[ovs-dev] [PATCH V3] ipfix: Export user specified virtual observation ID

Daniel Ye daniely at vmware.com
Sat Jun 25 04:34:49 UTC 2016


OK, I got it and I will handle this.

Bests,
Daniel

> On Jun 25, 2016, at 12:22 PM, Ben Pfaff <blp at ovn.org> wrote:
> 
> On Sat, Jun 25, 2016 at 04:12:04AM +0000, Daniel Ye wrote:
>> It’s because of the "packet send error" statistic.

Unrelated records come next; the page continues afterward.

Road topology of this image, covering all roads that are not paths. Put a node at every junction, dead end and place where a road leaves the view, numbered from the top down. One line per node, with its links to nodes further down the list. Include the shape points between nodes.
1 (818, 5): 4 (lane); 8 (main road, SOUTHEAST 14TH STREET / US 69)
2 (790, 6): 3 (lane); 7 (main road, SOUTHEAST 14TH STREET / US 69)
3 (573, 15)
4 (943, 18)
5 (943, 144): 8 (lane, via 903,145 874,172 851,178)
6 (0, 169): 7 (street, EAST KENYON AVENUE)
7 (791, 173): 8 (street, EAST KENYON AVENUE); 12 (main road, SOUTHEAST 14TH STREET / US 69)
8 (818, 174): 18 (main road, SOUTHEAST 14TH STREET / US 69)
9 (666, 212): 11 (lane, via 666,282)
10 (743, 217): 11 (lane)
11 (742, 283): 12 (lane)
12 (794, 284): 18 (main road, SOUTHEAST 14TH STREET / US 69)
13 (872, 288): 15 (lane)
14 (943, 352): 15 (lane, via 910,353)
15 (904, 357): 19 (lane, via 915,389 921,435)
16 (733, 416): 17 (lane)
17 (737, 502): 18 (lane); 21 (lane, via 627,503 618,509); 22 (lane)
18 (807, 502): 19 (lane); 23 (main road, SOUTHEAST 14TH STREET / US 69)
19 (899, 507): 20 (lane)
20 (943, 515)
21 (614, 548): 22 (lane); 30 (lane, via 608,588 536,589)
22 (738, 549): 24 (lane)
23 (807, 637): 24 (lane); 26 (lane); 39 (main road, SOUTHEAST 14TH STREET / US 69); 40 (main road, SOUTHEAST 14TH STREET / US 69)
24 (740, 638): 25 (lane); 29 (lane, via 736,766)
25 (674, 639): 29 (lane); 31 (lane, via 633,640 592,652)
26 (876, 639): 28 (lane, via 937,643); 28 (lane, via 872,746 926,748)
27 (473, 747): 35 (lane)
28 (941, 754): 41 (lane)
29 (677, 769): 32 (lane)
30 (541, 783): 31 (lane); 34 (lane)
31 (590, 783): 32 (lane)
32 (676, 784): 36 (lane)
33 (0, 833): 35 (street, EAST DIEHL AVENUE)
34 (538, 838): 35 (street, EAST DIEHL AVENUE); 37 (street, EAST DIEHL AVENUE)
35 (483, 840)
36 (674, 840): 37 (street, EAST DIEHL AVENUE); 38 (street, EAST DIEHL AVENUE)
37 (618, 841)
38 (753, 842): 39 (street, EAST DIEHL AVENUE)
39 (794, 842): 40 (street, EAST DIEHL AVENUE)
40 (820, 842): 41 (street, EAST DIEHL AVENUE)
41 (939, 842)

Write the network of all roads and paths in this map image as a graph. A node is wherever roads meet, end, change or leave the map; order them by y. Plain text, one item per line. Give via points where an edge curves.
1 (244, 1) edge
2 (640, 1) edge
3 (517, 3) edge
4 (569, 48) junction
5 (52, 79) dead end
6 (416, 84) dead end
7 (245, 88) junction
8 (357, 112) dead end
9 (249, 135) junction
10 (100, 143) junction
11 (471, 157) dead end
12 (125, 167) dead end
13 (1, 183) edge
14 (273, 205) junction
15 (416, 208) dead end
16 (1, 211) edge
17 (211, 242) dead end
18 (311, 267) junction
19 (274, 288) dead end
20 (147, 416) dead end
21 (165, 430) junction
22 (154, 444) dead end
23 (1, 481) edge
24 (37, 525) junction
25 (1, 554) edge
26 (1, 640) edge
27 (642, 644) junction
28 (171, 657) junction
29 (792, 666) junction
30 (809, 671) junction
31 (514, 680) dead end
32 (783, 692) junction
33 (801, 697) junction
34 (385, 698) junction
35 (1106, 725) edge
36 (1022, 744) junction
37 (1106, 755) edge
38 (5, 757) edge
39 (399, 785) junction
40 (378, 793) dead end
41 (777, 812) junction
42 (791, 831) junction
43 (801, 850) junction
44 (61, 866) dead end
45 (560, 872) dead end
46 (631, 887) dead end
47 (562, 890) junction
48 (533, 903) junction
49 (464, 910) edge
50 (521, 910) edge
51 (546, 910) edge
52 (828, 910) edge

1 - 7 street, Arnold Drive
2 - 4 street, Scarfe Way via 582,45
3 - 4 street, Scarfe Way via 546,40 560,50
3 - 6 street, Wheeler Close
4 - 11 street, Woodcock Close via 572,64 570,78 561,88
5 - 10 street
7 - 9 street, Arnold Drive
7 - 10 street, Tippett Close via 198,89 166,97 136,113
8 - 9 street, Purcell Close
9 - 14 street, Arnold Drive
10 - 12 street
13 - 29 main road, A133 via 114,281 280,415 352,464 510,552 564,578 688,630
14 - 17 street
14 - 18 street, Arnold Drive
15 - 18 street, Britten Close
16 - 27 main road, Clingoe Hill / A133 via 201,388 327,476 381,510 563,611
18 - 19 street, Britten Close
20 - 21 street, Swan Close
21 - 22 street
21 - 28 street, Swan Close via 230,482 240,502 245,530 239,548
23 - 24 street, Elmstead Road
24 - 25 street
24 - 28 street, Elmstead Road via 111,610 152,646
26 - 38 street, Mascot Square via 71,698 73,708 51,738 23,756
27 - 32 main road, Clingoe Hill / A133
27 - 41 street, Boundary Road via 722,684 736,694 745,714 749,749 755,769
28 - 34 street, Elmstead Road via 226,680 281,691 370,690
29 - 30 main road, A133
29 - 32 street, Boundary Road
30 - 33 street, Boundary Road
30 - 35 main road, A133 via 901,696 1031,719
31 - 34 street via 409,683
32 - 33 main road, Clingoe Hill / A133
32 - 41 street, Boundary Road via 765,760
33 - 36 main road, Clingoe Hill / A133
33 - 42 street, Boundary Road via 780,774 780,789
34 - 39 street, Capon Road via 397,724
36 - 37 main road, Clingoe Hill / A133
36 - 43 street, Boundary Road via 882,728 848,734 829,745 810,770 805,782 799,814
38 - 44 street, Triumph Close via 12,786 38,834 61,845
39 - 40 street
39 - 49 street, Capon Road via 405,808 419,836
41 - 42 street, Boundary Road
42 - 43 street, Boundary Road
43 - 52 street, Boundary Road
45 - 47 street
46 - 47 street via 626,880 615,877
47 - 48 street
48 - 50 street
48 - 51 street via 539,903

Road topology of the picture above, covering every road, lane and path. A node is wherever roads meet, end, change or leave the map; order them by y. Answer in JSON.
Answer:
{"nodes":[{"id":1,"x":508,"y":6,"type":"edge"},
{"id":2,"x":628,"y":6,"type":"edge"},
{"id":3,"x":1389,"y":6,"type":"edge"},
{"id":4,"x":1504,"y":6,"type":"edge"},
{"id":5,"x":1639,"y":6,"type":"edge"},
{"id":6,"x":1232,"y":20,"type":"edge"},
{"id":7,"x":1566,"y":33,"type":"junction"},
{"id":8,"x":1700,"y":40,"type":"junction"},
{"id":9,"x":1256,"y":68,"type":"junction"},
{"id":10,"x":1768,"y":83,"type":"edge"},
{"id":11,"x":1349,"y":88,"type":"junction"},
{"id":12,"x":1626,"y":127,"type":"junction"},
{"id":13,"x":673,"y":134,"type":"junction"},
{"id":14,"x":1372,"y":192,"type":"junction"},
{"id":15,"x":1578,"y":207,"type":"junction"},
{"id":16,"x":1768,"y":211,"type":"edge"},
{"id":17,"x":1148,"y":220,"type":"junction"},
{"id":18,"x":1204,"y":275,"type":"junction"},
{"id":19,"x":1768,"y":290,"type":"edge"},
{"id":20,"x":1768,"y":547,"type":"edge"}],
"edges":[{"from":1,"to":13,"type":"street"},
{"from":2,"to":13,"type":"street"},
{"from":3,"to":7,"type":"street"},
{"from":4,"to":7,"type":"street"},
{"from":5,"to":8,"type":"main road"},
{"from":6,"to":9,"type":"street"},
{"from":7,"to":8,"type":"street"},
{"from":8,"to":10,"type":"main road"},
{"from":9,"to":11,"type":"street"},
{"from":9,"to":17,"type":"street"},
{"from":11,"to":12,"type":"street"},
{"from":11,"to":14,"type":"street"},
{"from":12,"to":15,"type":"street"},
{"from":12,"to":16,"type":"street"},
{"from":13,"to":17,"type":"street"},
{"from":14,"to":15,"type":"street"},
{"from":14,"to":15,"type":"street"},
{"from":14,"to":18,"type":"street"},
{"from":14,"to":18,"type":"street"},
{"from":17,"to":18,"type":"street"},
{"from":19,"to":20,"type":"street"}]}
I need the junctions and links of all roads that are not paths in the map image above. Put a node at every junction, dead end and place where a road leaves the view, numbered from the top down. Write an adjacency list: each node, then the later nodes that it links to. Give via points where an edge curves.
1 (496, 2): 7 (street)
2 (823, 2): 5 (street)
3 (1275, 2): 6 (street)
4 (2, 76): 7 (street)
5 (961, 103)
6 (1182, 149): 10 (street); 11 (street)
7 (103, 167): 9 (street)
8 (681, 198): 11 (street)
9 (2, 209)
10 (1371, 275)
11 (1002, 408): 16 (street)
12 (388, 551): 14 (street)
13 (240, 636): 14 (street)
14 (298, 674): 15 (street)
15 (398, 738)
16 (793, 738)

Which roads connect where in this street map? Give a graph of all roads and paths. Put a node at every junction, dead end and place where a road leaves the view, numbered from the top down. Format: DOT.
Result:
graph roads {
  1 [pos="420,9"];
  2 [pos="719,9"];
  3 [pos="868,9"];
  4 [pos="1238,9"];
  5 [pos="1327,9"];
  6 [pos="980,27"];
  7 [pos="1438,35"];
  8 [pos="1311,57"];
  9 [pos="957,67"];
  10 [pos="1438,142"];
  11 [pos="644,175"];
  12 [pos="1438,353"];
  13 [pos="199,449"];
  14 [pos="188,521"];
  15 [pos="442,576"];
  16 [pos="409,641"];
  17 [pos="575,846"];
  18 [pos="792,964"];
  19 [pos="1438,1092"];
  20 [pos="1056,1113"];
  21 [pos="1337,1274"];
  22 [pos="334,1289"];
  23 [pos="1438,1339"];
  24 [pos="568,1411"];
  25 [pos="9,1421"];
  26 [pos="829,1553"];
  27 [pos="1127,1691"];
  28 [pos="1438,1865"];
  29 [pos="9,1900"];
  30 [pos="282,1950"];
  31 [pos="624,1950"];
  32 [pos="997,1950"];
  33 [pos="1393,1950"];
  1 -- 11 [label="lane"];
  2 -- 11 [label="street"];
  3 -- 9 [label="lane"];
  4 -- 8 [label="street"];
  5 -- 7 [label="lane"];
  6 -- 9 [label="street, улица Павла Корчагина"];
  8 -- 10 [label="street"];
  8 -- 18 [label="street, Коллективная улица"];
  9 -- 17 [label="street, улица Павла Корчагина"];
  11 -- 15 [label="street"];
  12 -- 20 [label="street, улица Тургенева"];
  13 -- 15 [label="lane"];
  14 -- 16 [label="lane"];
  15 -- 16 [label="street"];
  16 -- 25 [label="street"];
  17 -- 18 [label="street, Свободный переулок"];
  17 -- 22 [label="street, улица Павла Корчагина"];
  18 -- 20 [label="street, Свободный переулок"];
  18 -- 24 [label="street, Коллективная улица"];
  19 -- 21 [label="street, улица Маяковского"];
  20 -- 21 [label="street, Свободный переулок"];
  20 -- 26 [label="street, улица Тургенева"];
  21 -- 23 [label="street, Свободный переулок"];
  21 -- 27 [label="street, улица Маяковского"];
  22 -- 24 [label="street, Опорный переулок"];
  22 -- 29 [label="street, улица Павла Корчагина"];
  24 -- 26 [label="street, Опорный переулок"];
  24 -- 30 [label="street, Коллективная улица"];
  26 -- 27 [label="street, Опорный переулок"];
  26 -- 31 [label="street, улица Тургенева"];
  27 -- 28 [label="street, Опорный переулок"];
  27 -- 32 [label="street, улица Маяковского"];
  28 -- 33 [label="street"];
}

The test of checking IPFIX statistics set collector as “127.0.0.1:4739”.
>> Test code:
>> -----------------------------------------------------
>> dnl Sample every packet using bridge-based sampling.
>> AT_CHECK([ovs-vsctl -- set bridge br0 ipfix=@fix -- \
>>                    --id=@fix create ipfix targets=\"127.0.0.1:4739\" \
>>                              sampling=1], [0], [ignore])
>> ——————————————————————————
>> 
>> We expect “ tx errs=12” because we don’t listen on port 4739 on local host.
>> Test code:
>> -----------------------------------------------------
>> AT_CHECK([ovs-ofctl dump-ipfix-bridge br0], [0], [dnl
>> NXST_IPFIX_BRIDGE reply (xid=0x2):
>>  bridge ipfix: flows=20, current flows=0, sampled pkts=20, ipv4 ok=0, ipv6 ok=0, tx pkts=12
>>                pkts errs=20, ipv4 errs=20, ipv6 errs=0, tx errs=12
>> ])
>> ——————————————————————————
>> 
>> As I talked with Wenyu, she has listened on port 4739 for testing. If port 4739 on the local host is listened, there will
>> be no "tx errs”.
>> 
>> Should we remove "tx errs” check?
> 
> OK, that's a bug in the test then.  The tests shouldn't depend on or
> require listening on any fixed port numbers.  A lot of tests use the
> PARSE_LISTENING_PORT macro to avoid the need to listen on a fixed port.
> Here's the definition from ofproto-macros.at:
> 
>    # PARSE_LISTENING_PORT LOGFILE VARIABLE
>    #
>    # Parses the TCP or SSL port on which a server is listening from
>    # LOGFILE, given that the server was told to listen on a kernel-chosen
>    # port, and assigns the port number to shell VARIABLE.  You should
>    # specify the listening remote as ptcp:0:127.0.0.1 or
>    # pssl:0:127.0.0.1, or the equivalent with [::1] instead of 127.0.0.1.
>    #
>    # Here's an example of how to use this with ovsdb-server:
>    #
>    #    ovsdb-server --log-file --remote=ptcp:0:127.0.0.1 ...
>    #    PARSE_LISTENING_PORT([ovsdb-server.log], [TCP_PORT])
>    #    # Now $TCP_PORT holds the listening port.
>    m4_define([PARSE_LISTENING_PORT],
>        [OVS_WAIT_UNTIL([$2=`sed -n 's/.*0:.*: listening on port \([[0-9]]*\)$/\1/p' "$1"` && test X != X"[$]$2"])])
> 
>    start_daemon () {
>        "$@" -vconsole:off --detach --no-chdir --pidfile --log-file
>        pid=`cat "$OVS_RUNDIR"/$1.pid`
>        on_exit "kill $pid"
>    }
> 
> You can find several examples of its use in the tests directory.